(Stored data)
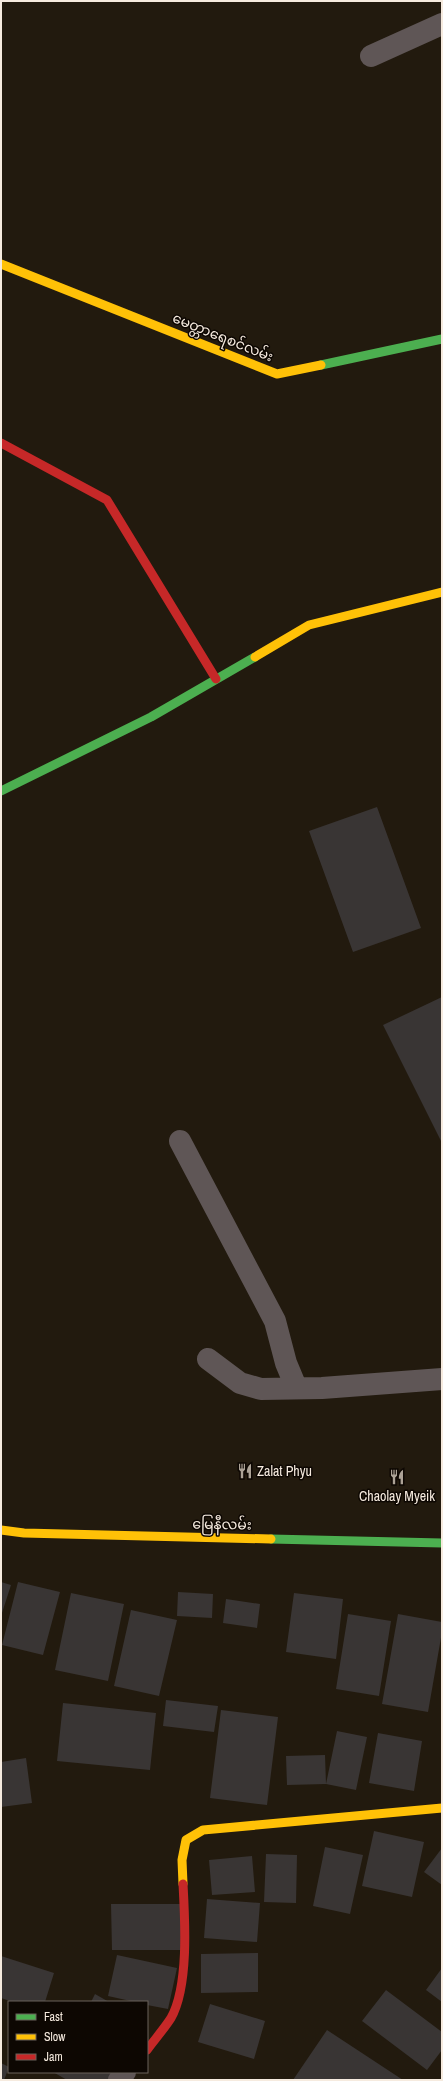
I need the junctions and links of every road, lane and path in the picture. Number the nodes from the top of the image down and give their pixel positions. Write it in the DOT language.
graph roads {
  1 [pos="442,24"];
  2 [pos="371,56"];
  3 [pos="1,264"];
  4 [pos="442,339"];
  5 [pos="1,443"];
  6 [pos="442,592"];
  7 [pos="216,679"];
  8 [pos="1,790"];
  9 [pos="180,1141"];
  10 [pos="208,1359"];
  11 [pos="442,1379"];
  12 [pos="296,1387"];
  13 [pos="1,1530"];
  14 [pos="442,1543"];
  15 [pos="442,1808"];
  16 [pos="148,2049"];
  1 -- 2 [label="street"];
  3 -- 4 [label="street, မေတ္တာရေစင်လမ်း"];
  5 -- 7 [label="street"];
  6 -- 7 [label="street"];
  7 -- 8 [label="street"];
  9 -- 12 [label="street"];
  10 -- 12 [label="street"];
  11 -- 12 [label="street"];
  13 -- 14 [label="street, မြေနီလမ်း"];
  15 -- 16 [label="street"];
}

THE TASK: All of the entries above should be retyped exactly, with the pictures left out.

RESPONSE AREA:
I need the junctions and links of every road, lane and path in the picture. Number the nodes from the top of the image down and give their pixel positions. Write it in the DOT language.
graph roads {
  1 [pos="442,24"];
  2 [pos="371,56"];
  3 [pos="1,264"];
  4 [pos="442,339"];
  5 [pos="1,443"];
  6 [pos="442,592"];
  7 [pos="216,679"];
  8 [pos="1,790"];
  9 [pos="180,1141"];
  10 [pos="208,1359"];
  11 [pos="442,1379"];
  12 [pos="296,1387"];
  13 [pos="1,1530"];
  14 [pos="442,1543"];
  15 [pos="442,1808"];
  16 [pos="148,2049"];
  1 -- 2 [label="street"];
  3 -- 4 [label="street, မေတ္တာရေစင်လမ်း"];
  5 -- 7 [label="street"];
  6 -- 7 [label="street"];
  7 -- 8 [label="street"];
  9 -- 12 [label="street"];
  10 -- 12 [label="street"];
  11 -- 12 [label="street"];
  13 -- 14 [label="street, မြေနီလမ်း"];
  15 -- 16 [label="street"];
}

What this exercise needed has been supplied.